* Exercise:
Only the pictures are to be left out; return the rest of the data exactly as it stands.

* Supplied data:
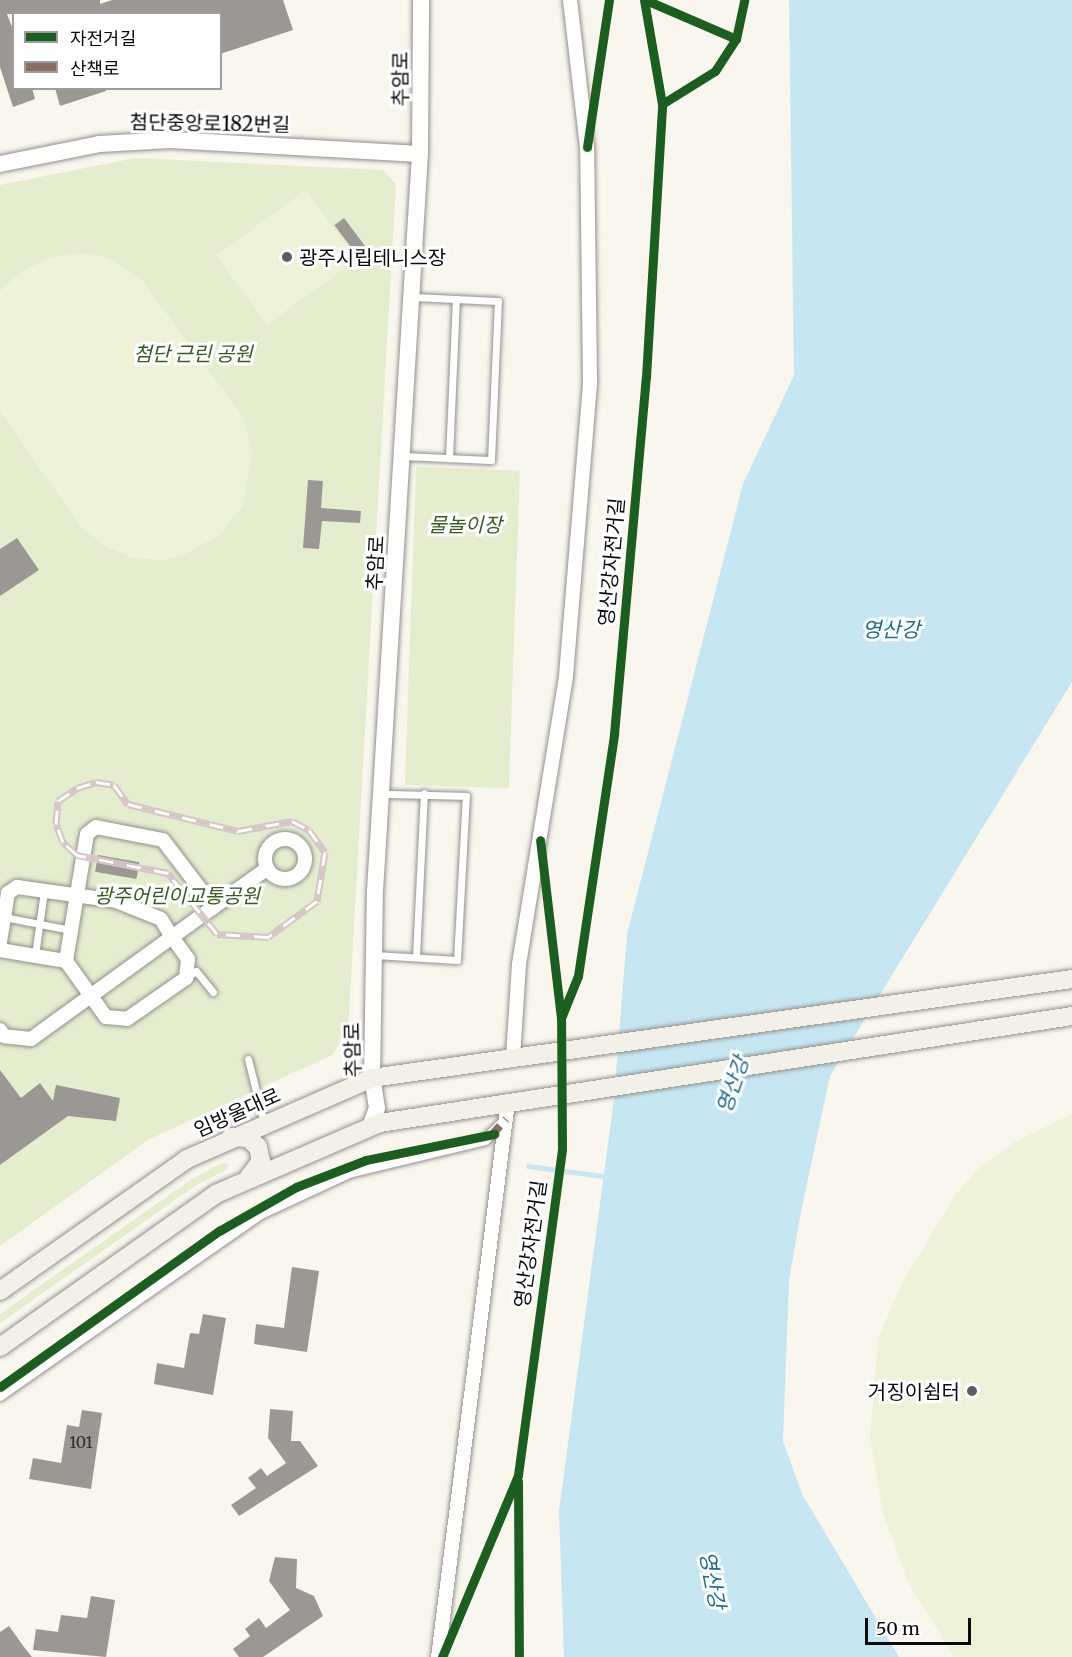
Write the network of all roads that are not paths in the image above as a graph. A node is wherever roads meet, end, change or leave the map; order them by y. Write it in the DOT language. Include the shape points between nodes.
graph roads {
  1 [pos="421,0"];
  2 [pos="570,0"];
  3 [pos="420,154"];
  4 [pos="0,164"];
  5 [pos="410,296"];
  6 [pos="456,299"];
  7 [pos="402,456"];
  8 [pos="449,458"];
  9 [pos="424,793"];
  10 [pos="382,794"];
  11 [pos="265,870"];
  12 [pos="44,891"];
  13 [pos="76,896"];
  14 [pos="214,907"];
  15 [pos="4,917"];
  16 [pos="38,924"];
  17 [pos="71,930"];
  18 [pos="172,937"];
  19 [pos="0,942"];
  20 [pos="0,950"];
  21 [pos="35,955"];
  22 [pos="373,956"];
  23 [pos="416,956"];
  24 [pos="66,961"];
  25 [pos="186,978"];
  26 [pos="1072,979"];
  27 [pos="213,992"];
  28 [pos="91,996"];
  29 [pos="1072,1016"];
  30 [pos="0,1030"];
  31 [pos="520,1056"];
  32 [pos="248,1059"];
  33 [pos="372,1078"];
  34 [pos="507,1110"];
  35 [pos="264,1123"];
  36 [pos="370,1127"];
  37 [pos="228,1138"];
  38 [pos="249,1177"];
  39 [pos="0,1291"];
  40 [pos="0,1347"];
  41 [pos="0,1396"];
  42 [pos="438,1657"];
  1 -- 3 [label="street, 추암로"];
  2 -- 31 [label="street" via="587,147 590,381 566,676 519,964"];
  3 -- 4 [label="street, 첨단중앙로182번길" via="170,140 99,144"];
  3 -- 5 [label="street, 추암로"];
  5 -- 6 [label="lane"];
  5 -- 7 [label="street, 추암로"];
  6 -- 8 [label="lane"];
  6 -- 8 [label="lane" via="498,302 492,448 491,460"];
  7 -- 8 [label="lane"];
  7 -- 10 [label="street, 추암로"];
  9 -- 10 [label="lane"];
  9 -- 23 [label="lane"];
  9 -- 23 [label="lane" via="466,796 457,960"];
  10 -- 22 [label="street, 추암로"];
  11 -- 14 [label="street"];
  12 -- 13 [label="street"];
  12 -- 15 [label="street" via="17,887 8,893"];
  12 -- 16 [label="lane"];
  13 -- 14 [label="street" via="87,834 96,827 163,840"];
  13 -- 17 [label="street"];
  13 -- 18 [label="street" via="116,901 161,919"];
  14 -- 18 [label="street"];
  15 -- 16 [label="lane"];
  15 -- 19 [label="street"];
  16 -- 17 [label="lane"];
  16 -- 21 [label="lane"];
  17 -- 24 [label="street"];
  18 -- 25 [label="street" via="188,959"];
  18 -- 28 [label="street"];
  20 -- 21 [label="street"];
  21 -- 24 [label="street"];
  22 -- 23 [label="lane"];
  22 -- 33 [label="street, 추암로"];
  24 -- 28 [label="street"];
  25 -- 27 [label="lane" via="196,971"];
  25 -- 28 [label="street" via="127,1019 106,1017"];
  26 -- 31 [label="main road, 임방울대로"];
  28 -- 30 [label="street" via="31,1040 4,1036"];
  29 -- 34 [label="main road"];
  31 -- 33 [label="main road, 임방울대로"];
  32 -- 35 [label="lane"];
  33 -- 35 [label="main road, 임방울대로"];
  33 -- 36 [label="street, 추암로" via="377,1108"];
  34 -- 36 [label="main road"];
  34 -- 41 [label="street" via="485,1140 357,1170 259,1215"];
  34 -- 42 [label="street"];
  35 -- 37 [label="main road, 임방울대로"];
  36 -- 38 [label="main road"];
  37 -- 38 [label="main road" via="248,1138 258,1147 261,1161"];
  37 -- 39 [label="main road, 임방울대로" via="187,1160"];
  38 -- 40 [label="main road" via="216,1194"];
}
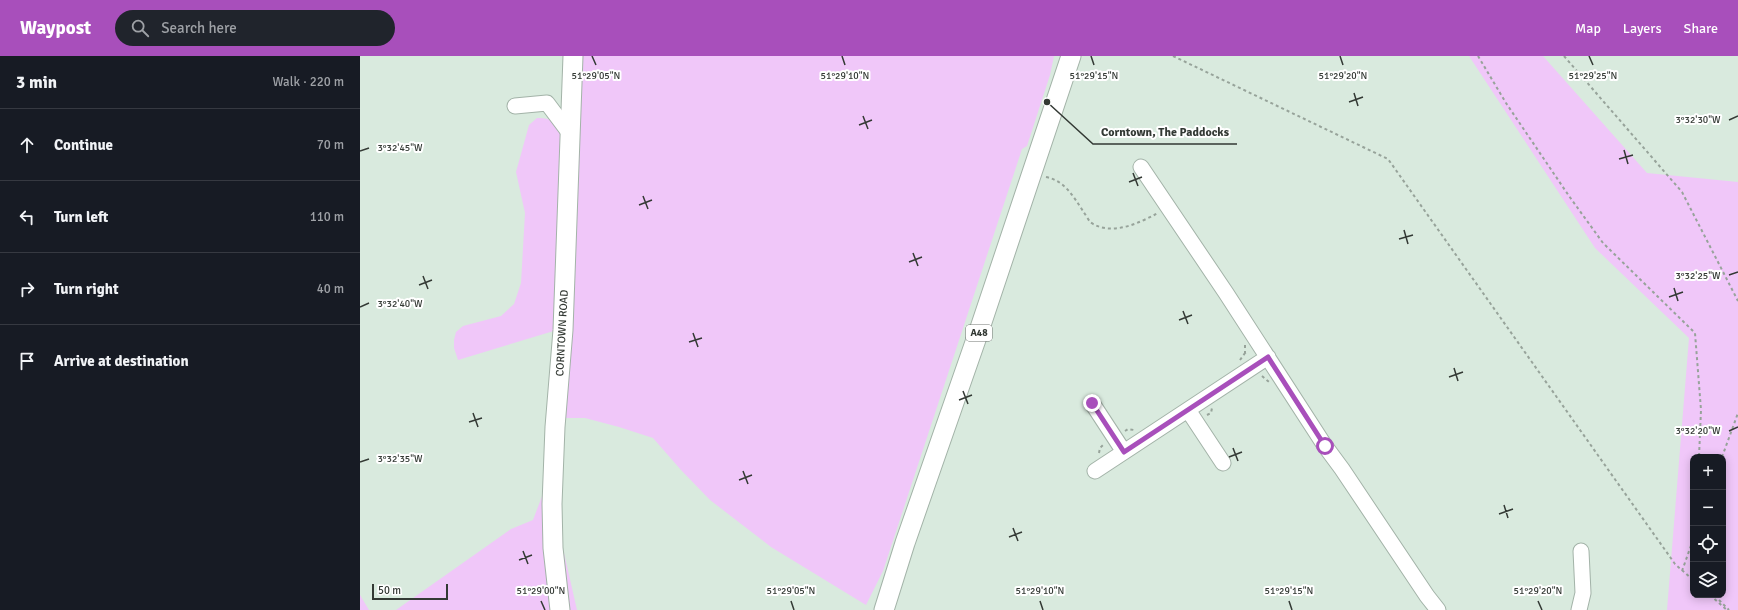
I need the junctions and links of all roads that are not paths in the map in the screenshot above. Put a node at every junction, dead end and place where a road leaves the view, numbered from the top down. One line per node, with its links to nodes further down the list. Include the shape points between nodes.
1 (572, 56): 4 (main road, CORNTOWN ROAD)
2 (1071, 56): 14 (main road, A48)
3 (515, 106): 4 (street, via 547,103)
4 (571, 135): 13 (main road, CORNTOWN ROAD, via 552,504 553,548)
5 (1141, 167): 6 (street)
6 (1268, 357): 8 (street); 15 (street, via 1325,446)
7 (1092, 403): 9 (street)
8 (1188, 410): 9 (street); 10 (street)
9 (1124, 452): 11 (street)
10 (1222, 463)
11 (1095, 471)
12 (1581, 550): 16 (street, via 1583,593)
13 (560, 610)
14 (884, 610)
15 (1438, 610)
16 (1579, 610)

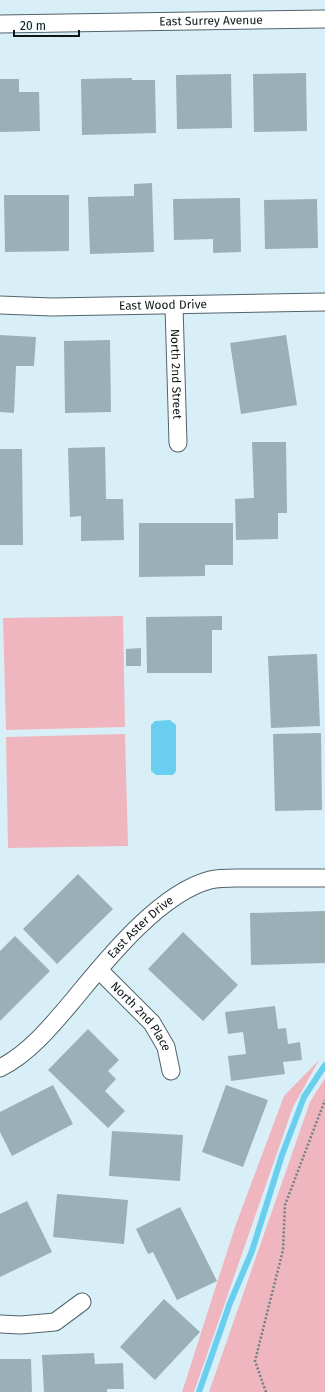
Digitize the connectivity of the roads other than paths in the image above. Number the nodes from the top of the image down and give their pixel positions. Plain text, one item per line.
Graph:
1 (325, 19) edge
2 (0, 24) edge
3 (325, 302) edge
4 (0, 305) edge
5 (174, 306) junction
6 (178, 443) dead end
7 (325, 878) edge
8 (99, 970) junction
9 (0, 1068) edge
10 (171, 1070) dead end
11 (82, 1302) dead end
12 (0, 1324) edge

1 - 2 street, East Surrey Avenue
3 - 5 street, East Wood Drive
4 - 5 street, East Wood Drive
5 - 6 street, North 2nd Street
7 - 8 street, East Aster Drive
8 - 9 street, East Aster Drive
8 - 10 street, North 2nd Place
11 - 12 street

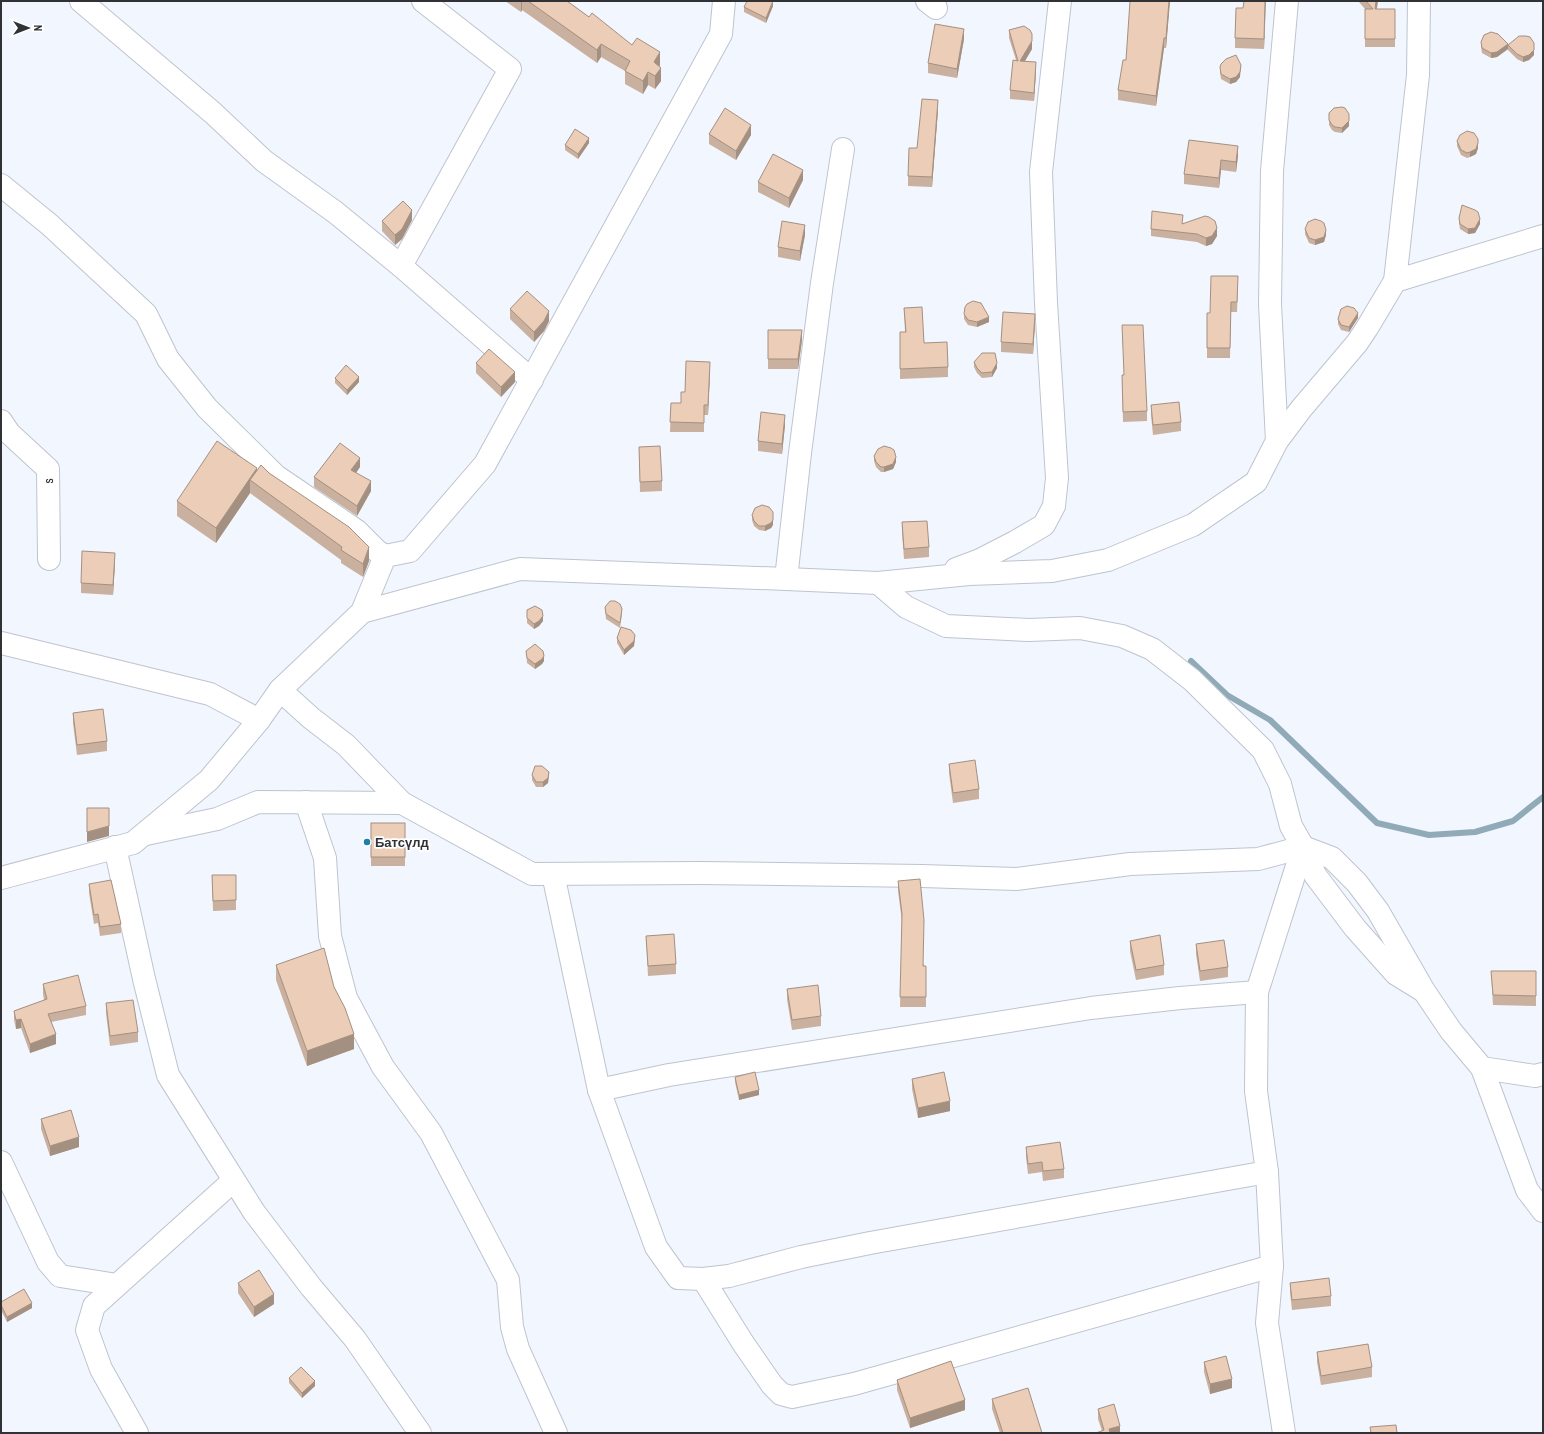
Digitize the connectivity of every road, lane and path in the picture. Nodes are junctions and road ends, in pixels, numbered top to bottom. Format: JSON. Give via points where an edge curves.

* Written answer:
Write the network of all roads that are not paths in the image above as a graph. A node is wherever roads meet, end, change or leave the map; order them by y. Write it in the DOT language. Include the shape points between nodes.
graph roads {
  1 [pos="421,0"];
  2 [pos="570,0"];
  3 [pos="420,154"];
  4 [pos="0,164"];
  5 [pos="410,296"];
  6 [pos="456,299"];
  7 [pos="402,456"];
  8 [pos="449,458"];
  9 [pos="424,793"];
  10 [pos="382,794"];
  11 [pos="265,870"];
  12 [pos="44,891"];
  13 [pos="76,896"];
  14 [pos="214,907"];
  15 [pos="4,917"];
  16 [pos="38,924"];
  17 [pos="71,930"];
  18 [pos="172,937"];
  19 [pos="0,942"];
  20 [pos="0,950"];
  21 [pos="35,955"];
  22 [pos="373,956"];
  23 [pos="416,956"];
  24 [pos="66,961"];
  25 [pos="186,978"];
  26 [pos="1072,979"];
  27 [pos="213,992"];
  28 [pos="91,996"];
  29 [pos="1072,1016"];
  30 [pos="0,1030"];
  31 [pos="520,1056"];
  32 [pos="248,1059"];
  33 [pos="372,1078"];
  34 [pos="507,1110"];
  35 [pos="264,1123"];
  36 [pos="370,1127"];
  37 [pos="228,1138"];
  38 [pos="249,1177"];
  39 [pos="0,1291"];
  40 [pos="0,1347"];
  41 [pos="0,1396"];
  42 [pos="438,1657"];
  1 -- 3 [label="street, 추암로"];
  2 -- 31 [label="street" via="587,147 590,381 566,676 519,964"];
  3 -- 4 [label="street, 첨단중앙로182번길" via="170,140 99,144"];
  3 -- 5 [label="street, 추암로"];
  5 -- 6 [label="lane"];
  5 -- 7 [label="street, 추암로"];
  6 -- 8 [label="lane"];
  6 -- 8 [label="lane" via="498,302 492,448 491,460"];
  7 -- 8 [label="lane"];
  7 -- 10 [label="street, 추암로"];
  9 -- 10 [label="lane"];
  9 -- 23 [label="lane"];
  9 -- 23 [label="lane" via="466,796 457,960"];
  10 -- 22 [label="street, 추암로"];
  11 -- 14 [label="street"];
  12 -- 13 [label="street"];
  12 -- 15 [label="street" via="17,887 8,893"];
  12 -- 16 [label="lane"];
  13 -- 14 [label="street" via="87,834 96,827 163,840"];
  13 -- 17 [label="street"];
  13 -- 18 [label="street" via="116,901 161,919"];
  14 -- 18 [label="street"];
  15 -- 16 [label="lane"];
  15 -- 19 [label="street"];
  16 -- 17 [label="lane"];
  16 -- 21 [label="lane"];
  17 -- 24 [label="street"];
  18 -- 25 [label="street" via="188,959"];
  18 -- 28 [label="street"];
  20 -- 21 [label="street"];
  21 -- 24 [label="street"];
  22 -- 23 [label="lane"];
  22 -- 33 [label="street, 추암로"];
  24 -- 28 [label="street"];
  25 -- 27 [label="lane" via="196,971"];
  25 -- 28 [label="street" via="127,1019 106,1017"];
  26 -- 31 [label="main road, 임방울대로"];
  28 -- 30 [label="street" via="31,1040 4,1036"];
  29 -- 34 [label="main road"];
  31 -- 33 [label="main road, 임방울대로"];
  32 -- 35 [label="lane"];
  33 -- 35 [label="main road, 임방울대로"];
  33 -- 36 [label="street, 추암로" via="377,1108"];
  34 -- 36 [label="main road"];
  34 -- 41 [label="street" via="485,1140 357,1170 259,1215"];
  34 -- 42 [label="street"];
  35 -- 37 [label="main road, 임방울대로"];
  36 -- 38 [label="main road"];
  37 -- 38 [label="main road" via="248,1138 258,1147 261,1161"];
  37 -- 39 [label="main road, 임방울대로" via="187,1160"];
  38 -- 40 [label="main road" via="216,1194"];
}
I need the junctions and links of all roads that are not paths in the map in the screenshot above. Put a node at every junction, dead end and place where a road leaves the view, numbered from the top down. One line per node, with its links to nodes further down the list. Include the shape points between nodes.
1 (572, 56): 4 (main road, CORNTOWN ROAD)
2 (1071, 56): 14 (main road, A48)
3 (515, 106): 4 (street, via 547,103)
4 (571, 135): 13 (main road, CORNTOWN ROAD, via 552,504 553,548)
5 (1141, 167): 6 (street)
6 (1268, 357): 8 (street); 15 (street, via 1325,446)
7 (1092, 403): 9 (street)
8 (1188, 410): 9 (street); 10 (street)
9 (1124, 452): 11 (street)
10 (1222, 463)
11 (1095, 471)
12 (1581, 550): 16 (street, via 1583,593)
13 (560, 610)
14 (884, 610)
15 (1438, 610)
16 (1579, 610)

Digitize the connectivity of the roads other than paths in the image above. Number the nodes from the top of the image down and give their pixel positions. Plain text, one item per line.
Graph:
1 (325, 19) edge
2 (0, 24) edge
3 (325, 302) edge
4 (0, 305) edge
5 (174, 306) junction
6 (178, 443) dead end
7 (325, 878) edge
8 (99, 970) junction
9 (0, 1068) edge
10 (171, 1070) dead end
11 (82, 1302) dead end
12 (0, 1324) edge

1 - 2 street, East Surrey Avenue
3 - 5 street, East Wood Drive
4 - 5 street, East Wood Drive
5 - 6 street, North 2nd Street
7 - 8 street, East Aster Drive
8 - 9 street, East Aster Drive
8 - 10 street, North 2nd Place
11 - 12 street

Digitize the connectivity of every road, lane and path in the picture. Nodes are junctions and road ends, in pixels, numbered top to bottom. Format: JSON. Give via points where an edge curves.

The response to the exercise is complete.